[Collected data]

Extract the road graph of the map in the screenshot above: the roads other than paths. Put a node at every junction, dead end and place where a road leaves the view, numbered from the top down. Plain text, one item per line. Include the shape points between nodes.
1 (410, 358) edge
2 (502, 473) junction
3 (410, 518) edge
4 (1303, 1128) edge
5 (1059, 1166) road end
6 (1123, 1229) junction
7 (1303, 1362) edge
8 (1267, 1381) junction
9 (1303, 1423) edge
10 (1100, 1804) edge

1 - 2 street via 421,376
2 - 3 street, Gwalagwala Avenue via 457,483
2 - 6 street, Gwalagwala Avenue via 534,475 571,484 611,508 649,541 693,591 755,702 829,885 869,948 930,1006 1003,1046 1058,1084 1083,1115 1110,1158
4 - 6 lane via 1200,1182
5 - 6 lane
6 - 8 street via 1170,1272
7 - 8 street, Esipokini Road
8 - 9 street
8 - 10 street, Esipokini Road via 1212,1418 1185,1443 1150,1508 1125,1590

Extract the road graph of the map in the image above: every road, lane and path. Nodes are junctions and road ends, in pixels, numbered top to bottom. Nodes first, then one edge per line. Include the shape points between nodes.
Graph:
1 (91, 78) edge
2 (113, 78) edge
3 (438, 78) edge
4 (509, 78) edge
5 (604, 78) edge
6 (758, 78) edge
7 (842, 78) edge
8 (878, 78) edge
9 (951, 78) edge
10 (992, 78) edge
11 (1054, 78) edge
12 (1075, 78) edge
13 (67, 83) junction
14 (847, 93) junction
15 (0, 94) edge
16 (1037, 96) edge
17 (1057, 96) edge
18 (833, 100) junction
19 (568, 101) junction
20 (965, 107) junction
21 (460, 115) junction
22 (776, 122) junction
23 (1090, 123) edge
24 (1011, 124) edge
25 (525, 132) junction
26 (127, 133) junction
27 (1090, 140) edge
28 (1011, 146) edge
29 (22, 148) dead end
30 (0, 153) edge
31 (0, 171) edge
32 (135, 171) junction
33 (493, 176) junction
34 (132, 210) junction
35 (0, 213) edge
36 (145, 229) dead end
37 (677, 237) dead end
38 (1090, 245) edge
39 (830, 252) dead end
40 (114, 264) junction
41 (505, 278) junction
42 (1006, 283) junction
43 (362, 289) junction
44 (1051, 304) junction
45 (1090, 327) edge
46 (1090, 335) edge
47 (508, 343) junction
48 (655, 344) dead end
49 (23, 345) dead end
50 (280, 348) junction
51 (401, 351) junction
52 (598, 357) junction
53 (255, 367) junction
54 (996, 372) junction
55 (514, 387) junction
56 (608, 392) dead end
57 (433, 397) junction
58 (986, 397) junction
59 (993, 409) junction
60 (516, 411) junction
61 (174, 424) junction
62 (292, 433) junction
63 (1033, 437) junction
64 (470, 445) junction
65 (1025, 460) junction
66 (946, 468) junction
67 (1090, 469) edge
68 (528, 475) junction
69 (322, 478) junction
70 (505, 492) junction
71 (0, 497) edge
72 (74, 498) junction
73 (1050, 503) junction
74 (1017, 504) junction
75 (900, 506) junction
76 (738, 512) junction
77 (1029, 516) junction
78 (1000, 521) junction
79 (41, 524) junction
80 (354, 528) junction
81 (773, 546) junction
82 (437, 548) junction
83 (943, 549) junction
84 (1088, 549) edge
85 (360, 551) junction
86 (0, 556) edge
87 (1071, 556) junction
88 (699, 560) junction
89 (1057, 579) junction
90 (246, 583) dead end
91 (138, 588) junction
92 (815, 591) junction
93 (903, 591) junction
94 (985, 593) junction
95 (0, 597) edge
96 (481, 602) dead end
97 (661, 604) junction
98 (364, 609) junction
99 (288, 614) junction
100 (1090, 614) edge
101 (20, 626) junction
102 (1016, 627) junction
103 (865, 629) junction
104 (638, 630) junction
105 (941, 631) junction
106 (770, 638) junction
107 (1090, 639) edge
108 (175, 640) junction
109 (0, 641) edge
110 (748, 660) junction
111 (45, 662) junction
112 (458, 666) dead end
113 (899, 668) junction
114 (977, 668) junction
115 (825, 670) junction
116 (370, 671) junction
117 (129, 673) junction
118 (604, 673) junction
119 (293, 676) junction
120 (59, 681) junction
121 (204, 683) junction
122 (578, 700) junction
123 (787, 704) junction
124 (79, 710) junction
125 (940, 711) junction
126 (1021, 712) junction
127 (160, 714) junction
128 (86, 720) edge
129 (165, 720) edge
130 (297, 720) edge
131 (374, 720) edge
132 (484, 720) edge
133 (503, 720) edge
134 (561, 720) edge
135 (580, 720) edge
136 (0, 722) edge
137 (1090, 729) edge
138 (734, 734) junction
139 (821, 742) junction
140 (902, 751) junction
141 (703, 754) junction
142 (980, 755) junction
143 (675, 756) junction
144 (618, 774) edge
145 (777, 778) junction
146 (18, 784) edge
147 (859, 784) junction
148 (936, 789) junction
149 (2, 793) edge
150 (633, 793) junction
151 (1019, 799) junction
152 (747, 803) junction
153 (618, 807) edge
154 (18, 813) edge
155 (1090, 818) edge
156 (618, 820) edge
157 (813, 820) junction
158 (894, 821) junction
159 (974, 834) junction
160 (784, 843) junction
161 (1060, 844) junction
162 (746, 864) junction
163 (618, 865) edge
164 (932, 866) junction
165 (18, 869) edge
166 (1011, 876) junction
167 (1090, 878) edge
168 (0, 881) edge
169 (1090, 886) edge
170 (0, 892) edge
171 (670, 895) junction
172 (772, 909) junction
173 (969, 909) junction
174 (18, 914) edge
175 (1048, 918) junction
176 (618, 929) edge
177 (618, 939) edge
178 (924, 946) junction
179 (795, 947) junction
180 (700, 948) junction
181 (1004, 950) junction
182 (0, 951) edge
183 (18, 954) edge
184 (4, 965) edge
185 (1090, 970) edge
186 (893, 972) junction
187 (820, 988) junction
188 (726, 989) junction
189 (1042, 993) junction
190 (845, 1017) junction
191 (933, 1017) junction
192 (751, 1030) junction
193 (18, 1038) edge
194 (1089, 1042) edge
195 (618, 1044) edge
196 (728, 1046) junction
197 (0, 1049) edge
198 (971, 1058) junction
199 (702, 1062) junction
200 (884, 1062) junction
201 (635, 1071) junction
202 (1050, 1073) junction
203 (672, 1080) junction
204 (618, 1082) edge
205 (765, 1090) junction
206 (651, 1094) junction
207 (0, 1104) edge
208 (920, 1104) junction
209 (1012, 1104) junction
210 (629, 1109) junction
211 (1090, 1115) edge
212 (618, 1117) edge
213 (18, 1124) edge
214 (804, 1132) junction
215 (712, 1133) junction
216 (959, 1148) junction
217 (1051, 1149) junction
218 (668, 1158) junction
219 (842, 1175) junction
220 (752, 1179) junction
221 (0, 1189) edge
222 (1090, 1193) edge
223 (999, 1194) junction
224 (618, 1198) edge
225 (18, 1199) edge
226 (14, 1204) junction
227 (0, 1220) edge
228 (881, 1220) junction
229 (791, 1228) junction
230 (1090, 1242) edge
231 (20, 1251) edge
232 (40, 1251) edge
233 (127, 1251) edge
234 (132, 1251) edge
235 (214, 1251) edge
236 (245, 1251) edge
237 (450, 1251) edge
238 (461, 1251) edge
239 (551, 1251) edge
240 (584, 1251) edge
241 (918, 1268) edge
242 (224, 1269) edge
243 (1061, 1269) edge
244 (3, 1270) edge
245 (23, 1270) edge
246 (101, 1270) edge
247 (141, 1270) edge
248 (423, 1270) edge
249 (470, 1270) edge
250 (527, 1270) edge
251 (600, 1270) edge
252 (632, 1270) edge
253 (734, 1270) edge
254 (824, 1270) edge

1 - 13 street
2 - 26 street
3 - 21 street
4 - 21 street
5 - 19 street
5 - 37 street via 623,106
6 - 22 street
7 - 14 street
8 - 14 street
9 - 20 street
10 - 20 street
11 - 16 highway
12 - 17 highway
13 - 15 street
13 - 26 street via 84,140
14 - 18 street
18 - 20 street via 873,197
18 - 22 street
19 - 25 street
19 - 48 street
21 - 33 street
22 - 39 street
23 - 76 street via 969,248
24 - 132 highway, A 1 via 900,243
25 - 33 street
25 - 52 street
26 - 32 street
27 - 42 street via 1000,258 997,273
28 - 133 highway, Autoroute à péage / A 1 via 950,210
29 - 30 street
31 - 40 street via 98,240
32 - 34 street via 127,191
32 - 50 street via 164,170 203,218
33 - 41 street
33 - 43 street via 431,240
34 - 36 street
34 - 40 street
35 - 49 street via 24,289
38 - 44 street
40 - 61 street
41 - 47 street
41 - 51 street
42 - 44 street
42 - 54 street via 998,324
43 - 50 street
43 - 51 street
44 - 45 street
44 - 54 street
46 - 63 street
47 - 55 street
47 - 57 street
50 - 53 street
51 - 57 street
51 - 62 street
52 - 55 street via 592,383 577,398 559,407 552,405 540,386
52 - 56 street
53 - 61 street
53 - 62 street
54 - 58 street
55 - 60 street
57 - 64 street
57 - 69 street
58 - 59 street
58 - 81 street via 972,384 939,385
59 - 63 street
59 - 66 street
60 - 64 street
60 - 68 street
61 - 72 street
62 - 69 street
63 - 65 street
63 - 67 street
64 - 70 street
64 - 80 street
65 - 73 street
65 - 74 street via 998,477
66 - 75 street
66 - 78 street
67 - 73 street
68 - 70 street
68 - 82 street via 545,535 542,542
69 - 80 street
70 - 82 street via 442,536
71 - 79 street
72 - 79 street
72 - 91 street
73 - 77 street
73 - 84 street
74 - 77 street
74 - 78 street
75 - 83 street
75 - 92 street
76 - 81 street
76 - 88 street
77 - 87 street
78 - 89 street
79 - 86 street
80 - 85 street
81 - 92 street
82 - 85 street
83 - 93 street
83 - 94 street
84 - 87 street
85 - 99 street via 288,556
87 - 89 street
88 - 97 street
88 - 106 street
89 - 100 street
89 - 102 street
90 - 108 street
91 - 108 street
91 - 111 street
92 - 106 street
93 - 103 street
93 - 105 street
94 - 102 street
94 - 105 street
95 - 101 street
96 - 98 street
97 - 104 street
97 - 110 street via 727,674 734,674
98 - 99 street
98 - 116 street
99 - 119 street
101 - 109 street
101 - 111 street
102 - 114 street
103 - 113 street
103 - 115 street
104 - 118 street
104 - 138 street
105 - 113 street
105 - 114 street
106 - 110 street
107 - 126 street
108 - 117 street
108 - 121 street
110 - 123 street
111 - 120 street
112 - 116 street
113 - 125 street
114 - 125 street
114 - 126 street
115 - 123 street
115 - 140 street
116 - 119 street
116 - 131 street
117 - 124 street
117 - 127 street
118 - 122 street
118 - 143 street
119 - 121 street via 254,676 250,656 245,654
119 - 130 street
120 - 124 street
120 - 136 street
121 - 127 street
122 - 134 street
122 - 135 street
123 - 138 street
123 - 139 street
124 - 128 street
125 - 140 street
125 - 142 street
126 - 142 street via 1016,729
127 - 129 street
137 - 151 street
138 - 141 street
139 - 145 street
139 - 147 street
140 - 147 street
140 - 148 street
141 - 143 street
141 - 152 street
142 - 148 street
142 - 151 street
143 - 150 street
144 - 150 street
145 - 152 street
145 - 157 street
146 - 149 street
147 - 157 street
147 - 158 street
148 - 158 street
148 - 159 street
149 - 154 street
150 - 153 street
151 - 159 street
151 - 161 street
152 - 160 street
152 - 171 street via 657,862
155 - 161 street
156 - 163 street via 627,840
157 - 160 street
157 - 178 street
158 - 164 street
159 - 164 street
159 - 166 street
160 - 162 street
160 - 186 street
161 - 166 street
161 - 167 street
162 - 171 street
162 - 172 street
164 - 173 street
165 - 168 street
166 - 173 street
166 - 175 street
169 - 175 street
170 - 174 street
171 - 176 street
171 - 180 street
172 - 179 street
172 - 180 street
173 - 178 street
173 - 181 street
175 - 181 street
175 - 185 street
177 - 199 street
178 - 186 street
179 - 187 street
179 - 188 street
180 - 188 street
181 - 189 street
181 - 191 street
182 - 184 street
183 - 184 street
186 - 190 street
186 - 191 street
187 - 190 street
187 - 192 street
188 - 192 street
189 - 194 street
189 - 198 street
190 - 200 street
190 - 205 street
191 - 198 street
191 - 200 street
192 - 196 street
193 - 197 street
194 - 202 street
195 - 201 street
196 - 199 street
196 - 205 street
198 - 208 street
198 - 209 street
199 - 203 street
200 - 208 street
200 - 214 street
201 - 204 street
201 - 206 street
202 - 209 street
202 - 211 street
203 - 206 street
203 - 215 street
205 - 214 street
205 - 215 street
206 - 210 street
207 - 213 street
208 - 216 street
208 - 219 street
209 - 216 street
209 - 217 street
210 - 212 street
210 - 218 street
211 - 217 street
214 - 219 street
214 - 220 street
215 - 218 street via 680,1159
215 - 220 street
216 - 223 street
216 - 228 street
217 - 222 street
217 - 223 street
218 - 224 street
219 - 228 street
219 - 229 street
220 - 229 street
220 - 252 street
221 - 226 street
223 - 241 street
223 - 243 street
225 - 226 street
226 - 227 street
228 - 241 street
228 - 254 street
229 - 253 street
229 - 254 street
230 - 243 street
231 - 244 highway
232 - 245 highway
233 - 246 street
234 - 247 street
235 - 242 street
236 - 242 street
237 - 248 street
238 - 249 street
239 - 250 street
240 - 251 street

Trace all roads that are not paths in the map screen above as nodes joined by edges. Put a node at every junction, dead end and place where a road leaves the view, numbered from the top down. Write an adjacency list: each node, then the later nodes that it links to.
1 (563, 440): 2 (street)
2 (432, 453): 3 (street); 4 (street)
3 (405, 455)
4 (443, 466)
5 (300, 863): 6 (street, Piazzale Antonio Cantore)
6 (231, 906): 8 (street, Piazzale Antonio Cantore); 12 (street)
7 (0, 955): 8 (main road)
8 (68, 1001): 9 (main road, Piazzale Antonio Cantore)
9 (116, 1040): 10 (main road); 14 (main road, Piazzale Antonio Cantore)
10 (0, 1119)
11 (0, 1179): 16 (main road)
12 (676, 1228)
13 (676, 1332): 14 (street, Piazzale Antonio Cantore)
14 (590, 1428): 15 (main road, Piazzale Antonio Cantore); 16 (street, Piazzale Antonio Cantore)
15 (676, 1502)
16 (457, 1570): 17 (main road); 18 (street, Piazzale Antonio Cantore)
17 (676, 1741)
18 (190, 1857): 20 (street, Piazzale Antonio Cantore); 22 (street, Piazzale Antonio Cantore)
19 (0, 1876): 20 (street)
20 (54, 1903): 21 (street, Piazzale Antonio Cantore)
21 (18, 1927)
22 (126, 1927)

# WHAT THE TASK ASKS:
Go through the entries above and report every line in which the word "main" appears.

# ANSWER FOR THE TASK:
7 (0, 955): 8 (main road)
8 (68, 1001): 9 (main road, Piazzale Antonio Cantore)
9 (116, 1040): 10 (main road); 14 (main road, Piazzale Antonio Cantore)
11 (0, 1179): 16 (main road)
14 (590, 1428): 15 (main road, Piazzale Antonio Cantore); 16 (street, Piazzale Antonio Cantore)
16 (457, 1570): 17 (main road); 18 (street, Piazzale Antonio Cantore)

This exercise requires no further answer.